■ **Work instructions**
Set down the records again. Every word and mark must match exactly.

####################

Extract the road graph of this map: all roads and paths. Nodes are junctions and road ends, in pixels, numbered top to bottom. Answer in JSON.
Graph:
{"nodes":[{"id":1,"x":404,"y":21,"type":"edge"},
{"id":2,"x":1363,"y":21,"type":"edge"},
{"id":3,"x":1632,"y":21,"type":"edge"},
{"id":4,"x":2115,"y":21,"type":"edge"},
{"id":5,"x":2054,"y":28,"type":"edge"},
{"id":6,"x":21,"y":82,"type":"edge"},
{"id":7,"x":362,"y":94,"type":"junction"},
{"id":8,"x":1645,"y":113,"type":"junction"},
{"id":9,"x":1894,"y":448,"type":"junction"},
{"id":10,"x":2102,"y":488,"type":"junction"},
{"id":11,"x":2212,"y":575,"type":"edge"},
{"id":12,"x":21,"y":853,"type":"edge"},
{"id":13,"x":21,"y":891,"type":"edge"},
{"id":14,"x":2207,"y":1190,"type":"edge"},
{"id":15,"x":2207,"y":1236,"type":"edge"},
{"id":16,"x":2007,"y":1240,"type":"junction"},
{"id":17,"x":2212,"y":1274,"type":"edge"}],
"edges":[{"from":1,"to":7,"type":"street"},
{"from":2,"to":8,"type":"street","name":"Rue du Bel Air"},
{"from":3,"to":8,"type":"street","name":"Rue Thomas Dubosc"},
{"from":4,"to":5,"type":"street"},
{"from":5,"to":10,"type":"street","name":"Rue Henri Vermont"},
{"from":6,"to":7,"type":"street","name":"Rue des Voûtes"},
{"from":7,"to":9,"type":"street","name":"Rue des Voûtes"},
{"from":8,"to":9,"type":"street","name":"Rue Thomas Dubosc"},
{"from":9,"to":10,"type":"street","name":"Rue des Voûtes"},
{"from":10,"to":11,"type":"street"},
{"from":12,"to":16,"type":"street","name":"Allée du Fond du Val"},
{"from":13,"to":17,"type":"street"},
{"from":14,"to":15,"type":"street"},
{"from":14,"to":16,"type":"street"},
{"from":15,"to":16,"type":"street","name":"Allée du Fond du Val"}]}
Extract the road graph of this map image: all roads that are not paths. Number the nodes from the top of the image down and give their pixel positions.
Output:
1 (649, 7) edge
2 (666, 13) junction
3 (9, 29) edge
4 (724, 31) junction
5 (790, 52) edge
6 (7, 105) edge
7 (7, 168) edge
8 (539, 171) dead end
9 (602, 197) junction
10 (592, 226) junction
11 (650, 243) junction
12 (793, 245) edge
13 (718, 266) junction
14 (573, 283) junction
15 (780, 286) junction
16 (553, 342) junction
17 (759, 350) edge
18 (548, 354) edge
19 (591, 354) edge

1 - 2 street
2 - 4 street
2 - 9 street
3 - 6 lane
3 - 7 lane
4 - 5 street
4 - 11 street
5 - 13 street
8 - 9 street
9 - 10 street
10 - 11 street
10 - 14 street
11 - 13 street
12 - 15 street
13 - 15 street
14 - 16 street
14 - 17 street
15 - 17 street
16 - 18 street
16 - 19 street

####################

■ **Response to the task**
Extract the road graph of this map: all roads and paths. Nodes are junctions and road ends, in pixels, numbered top to bottom. Answer in JSON.
Graph:
{"nodes":[{"id":1,"x":404,"y":21,"type":"edge"},
{"id":2,"x":1363,"y":21,"type":"edge"},
{"id":3,"x":1632,"y":21,"type":"edge"},
{"id":4,"x":2115,"y":21,"type":"edge"},
{"id":5,"x":2054,"y":28,"type":"edge"},
{"id":6,"x":21,"y":82,"type":"edge"},
{"id":7,"x":362,"y":94,"type":"junction"},
{"id":8,"x":1645,"y":113,"type":"junction"},
{"id":9,"x":1894,"y":448,"type":"junction"},
{"id":10,"x":2102,"y":488,"type":"junction"},
{"id":11,"x":2212,"y":575,"type":"edge"},
{"id":12,"x":21,"y":853,"type":"edge"},
{"id":13,"x":21,"y":891,"type":"edge"},
{"id":14,"x":2207,"y":1190,"type":"edge"},
{"id":15,"x":2207,"y":1236,"type":"edge"},
{"id":16,"x":2007,"y":1240,"type":"junction"},
{"id":17,"x":2212,"y":1274,"type":"edge"}],
"edges":[{"from":1,"to":7,"type":"street"},
{"from":2,"to":8,"type":"street","name":"Rue du Bel Air"},
{"from":3,"to":8,"type":"street","name":"Rue Thomas Dubosc"},
{"from":4,"to":5,"type":"street"},
{"from":5,"to":10,"type":"street","name":"Rue Henri Vermont"},
{"from":6,"to":7,"type":"street","name":"Rue des Voûtes"},
{"from":7,"to":9,"type":"street","name":"Rue des Voûtes"},
{"from":8,"to":9,"type":"street","name":"Rue Thomas Dubosc"},
{"from":9,"to":10,"type":"street","name":"Rue des Voûtes"},
{"from":10,"to":11,"type":"street"},
{"from":12,"to":16,"type":"street","name":"Allée du Fond du Val"},
{"from":13,"to":17,"type":"street"},
{"from":14,"to":15,"type":"street"},
{"from":14,"to":16,"type":"street"},
{"from":15,"to":16,"type":"street","name":"Allée du Fond du Val"}]}
Extract the road graph of this map image: all roads that are not paths. Number the nodes from the top of the image down and give their pixel positions.
Output:
1 (649, 7) edge
2 (666, 13) junction
3 (9, 29) edge
4 (724, 31) junction
5 (790, 52) edge
6 (7, 105) edge
7 (7, 168) edge
8 (539, 171) dead end
9 (602, 197) junction
10 (592, 226) junction
11 (650, 243) junction
12 (793, 245) edge
13 (718, 266) junction
14 (573, 283) junction
15 (780, 286) junction
16 (553, 342) junction
17 (759, 350) edge
18 (548, 354) edge
19 (591, 354) edge

1 - 2 street
2 - 4 street
2 - 9 street
3 - 6 lane
3 - 7 lane
4 - 5 street
4 - 11 street
5 - 13 street
8 - 9 street
9 - 10 street
10 - 11 street
10 - 14 street
11 - 13 street
12 - 15 street
13 - 15 street
14 - 16 street
14 - 17 street
15 - 17 street
16 - 18 street
16 - 19 street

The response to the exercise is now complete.